→ Exercise requirements: Every entry below is to be retyped exactly as it appears.

*** Opening of Stored data ***

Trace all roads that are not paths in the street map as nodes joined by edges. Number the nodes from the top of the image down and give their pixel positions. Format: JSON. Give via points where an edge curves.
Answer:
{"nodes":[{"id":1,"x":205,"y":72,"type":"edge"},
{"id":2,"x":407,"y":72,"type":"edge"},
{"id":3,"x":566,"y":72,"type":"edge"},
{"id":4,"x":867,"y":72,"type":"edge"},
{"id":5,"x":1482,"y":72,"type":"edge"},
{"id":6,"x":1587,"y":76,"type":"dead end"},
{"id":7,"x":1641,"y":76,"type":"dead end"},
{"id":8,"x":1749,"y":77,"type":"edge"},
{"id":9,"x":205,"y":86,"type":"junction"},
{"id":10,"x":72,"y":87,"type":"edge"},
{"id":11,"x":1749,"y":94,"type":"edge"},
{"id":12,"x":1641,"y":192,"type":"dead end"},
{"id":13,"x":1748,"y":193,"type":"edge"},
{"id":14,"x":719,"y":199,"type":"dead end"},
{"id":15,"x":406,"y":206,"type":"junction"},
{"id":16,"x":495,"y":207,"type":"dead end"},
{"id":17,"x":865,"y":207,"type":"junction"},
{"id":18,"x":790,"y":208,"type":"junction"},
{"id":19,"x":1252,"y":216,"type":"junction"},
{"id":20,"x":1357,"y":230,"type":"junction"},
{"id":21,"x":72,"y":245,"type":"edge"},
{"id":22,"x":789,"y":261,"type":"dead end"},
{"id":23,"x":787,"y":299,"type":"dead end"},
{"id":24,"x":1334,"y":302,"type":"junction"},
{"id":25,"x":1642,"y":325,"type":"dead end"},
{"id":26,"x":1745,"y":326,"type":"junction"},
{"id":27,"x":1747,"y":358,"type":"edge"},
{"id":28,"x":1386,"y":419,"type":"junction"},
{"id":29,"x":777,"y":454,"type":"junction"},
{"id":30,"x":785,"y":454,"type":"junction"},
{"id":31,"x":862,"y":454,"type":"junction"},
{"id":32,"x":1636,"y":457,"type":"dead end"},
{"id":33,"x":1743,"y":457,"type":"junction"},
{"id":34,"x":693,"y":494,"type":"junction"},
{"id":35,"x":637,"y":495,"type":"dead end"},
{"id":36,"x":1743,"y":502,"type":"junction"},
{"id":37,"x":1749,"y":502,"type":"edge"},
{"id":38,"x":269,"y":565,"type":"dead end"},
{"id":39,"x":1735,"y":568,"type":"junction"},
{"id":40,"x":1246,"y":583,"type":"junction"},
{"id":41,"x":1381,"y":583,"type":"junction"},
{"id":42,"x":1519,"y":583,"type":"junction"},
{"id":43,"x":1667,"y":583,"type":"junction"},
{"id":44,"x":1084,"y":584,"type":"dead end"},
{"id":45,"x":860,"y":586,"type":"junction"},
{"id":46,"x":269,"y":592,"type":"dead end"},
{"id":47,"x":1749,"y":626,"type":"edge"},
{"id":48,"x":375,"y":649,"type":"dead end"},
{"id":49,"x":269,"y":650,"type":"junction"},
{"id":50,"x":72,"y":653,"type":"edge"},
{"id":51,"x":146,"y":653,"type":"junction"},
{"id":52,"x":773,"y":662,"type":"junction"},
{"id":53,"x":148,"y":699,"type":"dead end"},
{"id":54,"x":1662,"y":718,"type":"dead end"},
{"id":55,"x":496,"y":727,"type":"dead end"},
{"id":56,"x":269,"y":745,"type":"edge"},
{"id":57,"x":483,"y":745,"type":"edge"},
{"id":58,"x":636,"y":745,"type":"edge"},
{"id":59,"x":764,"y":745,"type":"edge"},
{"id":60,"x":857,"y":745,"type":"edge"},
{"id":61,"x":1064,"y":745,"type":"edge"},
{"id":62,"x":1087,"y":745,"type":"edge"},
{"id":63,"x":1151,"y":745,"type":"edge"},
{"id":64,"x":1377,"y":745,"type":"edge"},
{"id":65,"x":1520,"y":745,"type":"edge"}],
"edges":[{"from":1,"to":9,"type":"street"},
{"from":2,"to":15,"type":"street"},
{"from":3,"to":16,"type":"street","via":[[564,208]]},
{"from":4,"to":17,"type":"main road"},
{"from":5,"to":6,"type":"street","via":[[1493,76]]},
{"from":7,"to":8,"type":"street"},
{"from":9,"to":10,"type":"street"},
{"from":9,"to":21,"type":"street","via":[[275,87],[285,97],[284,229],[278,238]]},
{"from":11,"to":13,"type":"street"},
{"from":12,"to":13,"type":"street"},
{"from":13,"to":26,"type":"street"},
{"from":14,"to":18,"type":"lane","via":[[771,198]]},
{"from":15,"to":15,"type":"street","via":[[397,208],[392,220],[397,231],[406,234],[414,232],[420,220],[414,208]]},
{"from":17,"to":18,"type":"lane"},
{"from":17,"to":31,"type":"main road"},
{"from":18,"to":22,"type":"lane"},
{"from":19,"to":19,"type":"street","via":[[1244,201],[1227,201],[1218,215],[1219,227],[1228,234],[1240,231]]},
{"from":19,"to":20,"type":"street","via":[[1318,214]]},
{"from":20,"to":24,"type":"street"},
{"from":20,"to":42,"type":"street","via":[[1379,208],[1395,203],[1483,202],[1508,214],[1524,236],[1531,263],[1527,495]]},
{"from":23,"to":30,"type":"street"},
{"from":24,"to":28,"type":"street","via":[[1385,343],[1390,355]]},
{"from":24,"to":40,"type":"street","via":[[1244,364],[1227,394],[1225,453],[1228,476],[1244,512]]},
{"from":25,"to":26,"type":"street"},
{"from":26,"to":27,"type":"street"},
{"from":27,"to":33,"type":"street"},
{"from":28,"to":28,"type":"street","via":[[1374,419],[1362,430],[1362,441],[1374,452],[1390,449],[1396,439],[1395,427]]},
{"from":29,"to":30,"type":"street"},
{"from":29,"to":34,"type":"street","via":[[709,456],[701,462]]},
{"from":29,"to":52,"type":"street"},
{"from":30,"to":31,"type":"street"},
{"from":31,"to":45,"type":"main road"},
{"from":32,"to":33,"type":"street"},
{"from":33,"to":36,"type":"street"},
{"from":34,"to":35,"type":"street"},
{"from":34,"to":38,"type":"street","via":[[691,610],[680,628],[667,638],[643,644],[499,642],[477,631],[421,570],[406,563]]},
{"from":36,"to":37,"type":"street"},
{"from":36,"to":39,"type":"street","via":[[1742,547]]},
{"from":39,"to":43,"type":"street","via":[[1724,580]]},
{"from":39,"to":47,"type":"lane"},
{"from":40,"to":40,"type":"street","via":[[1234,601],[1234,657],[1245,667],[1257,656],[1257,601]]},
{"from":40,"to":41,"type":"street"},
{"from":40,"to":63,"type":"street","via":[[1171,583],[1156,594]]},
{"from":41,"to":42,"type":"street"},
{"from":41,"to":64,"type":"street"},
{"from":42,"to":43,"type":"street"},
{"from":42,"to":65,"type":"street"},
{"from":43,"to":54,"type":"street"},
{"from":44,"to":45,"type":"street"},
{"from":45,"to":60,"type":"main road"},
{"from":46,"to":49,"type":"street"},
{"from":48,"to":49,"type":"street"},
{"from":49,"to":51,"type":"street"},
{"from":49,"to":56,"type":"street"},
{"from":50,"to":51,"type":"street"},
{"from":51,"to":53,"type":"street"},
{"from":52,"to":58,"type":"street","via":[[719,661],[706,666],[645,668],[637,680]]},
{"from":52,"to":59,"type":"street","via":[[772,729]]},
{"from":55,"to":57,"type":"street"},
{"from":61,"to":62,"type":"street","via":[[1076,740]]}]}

*** Close of Stored data ***

→ Result of this exercise:
Trace all roads that are not paths in the street map as nodes joined by edges. Number the nodes from the top of the image down and give their pixel positions. Format: JSON. Give via points where an edge curves.
Answer:
{"nodes":[{"id":1,"x":205,"y":72,"type":"edge"},
{"id":2,"x":407,"y":72,"type":"edge"},
{"id":3,"x":566,"y":72,"type":"edge"},
{"id":4,"x":867,"y":72,"type":"edge"},
{"id":5,"x":1482,"y":72,"type":"edge"},
{"id":6,"x":1587,"y":76,"type":"dead end"},
{"id":7,"x":1641,"y":76,"type":"dead end"},
{"id":8,"x":1749,"y":77,"type":"edge"},
{"id":9,"x":205,"y":86,"type":"junction"},
{"id":10,"x":72,"y":87,"type":"edge"},
{"id":11,"x":1749,"y":94,"type":"edge"},
{"id":12,"x":1641,"y":192,"type":"dead end"},
{"id":13,"x":1748,"y":193,"type":"edge"},
{"id":14,"x":719,"y":199,"type":"dead end"},
{"id":15,"x":406,"y":206,"type":"junction"},
{"id":16,"x":495,"y":207,"type":"dead end"},
{"id":17,"x":865,"y":207,"type":"junction"},
{"id":18,"x":790,"y":208,"type":"junction"},
{"id":19,"x":1252,"y":216,"type":"junction"},
{"id":20,"x":1357,"y":230,"type":"junction"},
{"id":21,"x":72,"y":245,"type":"edge"},
{"id":22,"x":789,"y":261,"type":"dead end"},
{"id":23,"x":787,"y":299,"type":"dead end"},
{"id":24,"x":1334,"y":302,"type":"junction"},
{"id":25,"x":1642,"y":325,"type":"dead end"},
{"id":26,"x":1745,"y":326,"type":"junction"},
{"id":27,"x":1747,"y":358,"type":"edge"},
{"id":28,"x":1386,"y":419,"type":"junction"},
{"id":29,"x":777,"y":454,"type":"junction"},
{"id":30,"x":785,"y":454,"type":"junction"},
{"id":31,"x":862,"y":454,"type":"junction"},
{"id":32,"x":1636,"y":457,"type":"dead end"},
{"id":33,"x":1743,"y":457,"type":"junction"},
{"id":34,"x":693,"y":494,"type":"junction"},
{"id":35,"x":637,"y":495,"type":"dead end"},
{"id":36,"x":1743,"y":502,"type":"junction"},
{"id":37,"x":1749,"y":502,"type":"edge"},
{"id":38,"x":269,"y":565,"type":"dead end"},
{"id":39,"x":1735,"y":568,"type":"junction"},
{"id":40,"x":1246,"y":583,"type":"junction"},
{"id":41,"x":1381,"y":583,"type":"junction"},
{"id":42,"x":1519,"y":583,"type":"junction"},
{"id":43,"x":1667,"y":583,"type":"junction"},
{"id":44,"x":1084,"y":584,"type":"dead end"},
{"id":45,"x":860,"y":586,"type":"junction"},
{"id":46,"x":269,"y":592,"type":"dead end"},
{"id":47,"x":1749,"y":626,"type":"edge"},
{"id":48,"x":375,"y":649,"type":"dead end"},
{"id":49,"x":269,"y":650,"type":"junction"},
{"id":50,"x":72,"y":653,"type":"edge"},
{"id":51,"x":146,"y":653,"type":"junction"},
{"id":52,"x":773,"y":662,"type":"junction"},
{"id":53,"x":148,"y":699,"type":"dead end"},
{"id":54,"x":1662,"y":718,"type":"dead end"},
{"id":55,"x":496,"y":727,"type":"dead end"},
{"id":56,"x":269,"y":745,"type":"edge"},
{"id":57,"x":483,"y":745,"type":"edge"},
{"id":58,"x":636,"y":745,"type":"edge"},
{"id":59,"x":764,"y":745,"type":"edge"},
{"id":60,"x":857,"y":745,"type":"edge"},
{"id":61,"x":1064,"y":745,"type":"edge"},
{"id":62,"x":1087,"y":745,"type":"edge"},
{"id":63,"x":1151,"y":745,"type":"edge"},
{"id":64,"x":1377,"y":745,"type":"edge"},
{"id":65,"x":1520,"y":745,"type":"edge"}],
"edges":[{"from":1,"to":9,"type":"street"},
{"from":2,"to":15,"type":"street"},
{"from":3,"to":16,"type":"street","via":[[564,208]]},
{"from":4,"to":17,"type":"main road"},
{"from":5,"to":6,"type":"street","via":[[1493,76]]},
{"from":7,"to":8,"type":"street"},
{"from":9,"to":10,"type":"street"},
{"from":9,"to":21,"type":"street","via":[[275,87],[285,97],[284,229],[278,238]]},
{"from":11,"to":13,"type":"street"},
{"from":12,"to":13,"type":"street"},
{"from":13,"to":26,"type":"street"},
{"from":14,"to":18,"type":"lane","via":[[771,198]]},
{"from":15,"to":15,"type":"street","via":[[397,208],[392,220],[397,231],[406,234],[414,232],[420,220],[414,208]]},
{"from":17,"to":18,"type":"lane"},
{"from":17,"to":31,"type":"main road"},
{"from":18,"to":22,"type":"lane"},
{"from":19,"to":19,"type":"street","via":[[1244,201],[1227,201],[1218,215],[1219,227],[1228,234],[1240,231]]},
{"from":19,"to":20,"type":"street","via":[[1318,214]]},
{"from":20,"to":24,"type":"street"},
{"from":20,"to":42,"type":"street","via":[[1379,208],[1395,203],[1483,202],[1508,214],[1524,236],[1531,263],[1527,495]]},
{"from":23,"to":30,"type":"street"},
{"from":24,"to":28,"type":"street","via":[[1385,343],[1390,355]]},
{"from":24,"to":40,"type":"street","via":[[1244,364],[1227,394],[1225,453],[1228,476],[1244,512]]},
{"from":25,"to":26,"type":"street"},
{"from":26,"to":27,"type":"street"},
{"from":27,"to":33,"type":"street"},
{"from":28,"to":28,"type":"street","via":[[1374,419],[1362,430],[1362,441],[1374,452],[1390,449],[1396,439],[1395,427]]},
{"from":29,"to":30,"type":"street"},
{"from":29,"to":34,"type":"street","via":[[709,456],[701,462]]},
{"from":29,"to":52,"type":"street"},
{"from":30,"to":31,"type":"street"},
{"from":31,"to":45,"type":"main road"},
{"from":32,"to":33,"type":"street"},
{"from":33,"to":36,"type":"street"},
{"from":34,"to":35,"type":"street"},
{"from":34,"to":38,"type":"street","via":[[691,610],[680,628],[667,638],[643,644],[499,642],[477,631],[421,570],[406,563]]},
{"from":36,"to":37,"type":"street"},
{"from":36,"to":39,"type":"street","via":[[1742,547]]},
{"from":39,"to":43,"type":"street","via":[[1724,580]]},
{"from":39,"to":47,"type":"lane"},
{"from":40,"to":40,"type":"street","via":[[1234,601],[1234,657],[1245,667],[1257,656],[1257,601]]},
{"from":40,"to":41,"type":"street"},
{"from":40,"to":63,"type":"street","via":[[1171,583],[1156,594]]},
{"from":41,"to":42,"type":"street"},
{"from":41,"to":64,"type":"street"},
{"from":42,"to":43,"type":"street"},
{"from":42,"to":65,"type":"street"},
{"from":43,"to":54,"type":"street"},
{"from":44,"to":45,"type":"street"},
{"from":45,"to":60,"type":"main road"},
{"from":46,"to":49,"type":"street"},
{"from":48,"to":49,"type":"street"},
{"from":49,"to":51,"type":"street"},
{"from":49,"to":56,"type":"street"},
{"from":50,"to":51,"type":"street"},
{"from":51,"to":53,"type":"street"},
{"from":52,"to":58,"type":"street","via":[[719,661],[706,666],[645,668],[637,680]]},
{"from":52,"to":59,"type":"street","via":[[772,729]]},
{"from":55,"to":57,"type":"street"},
{"from":61,"to":62,"type":"street","via":[[1076,740]]}]}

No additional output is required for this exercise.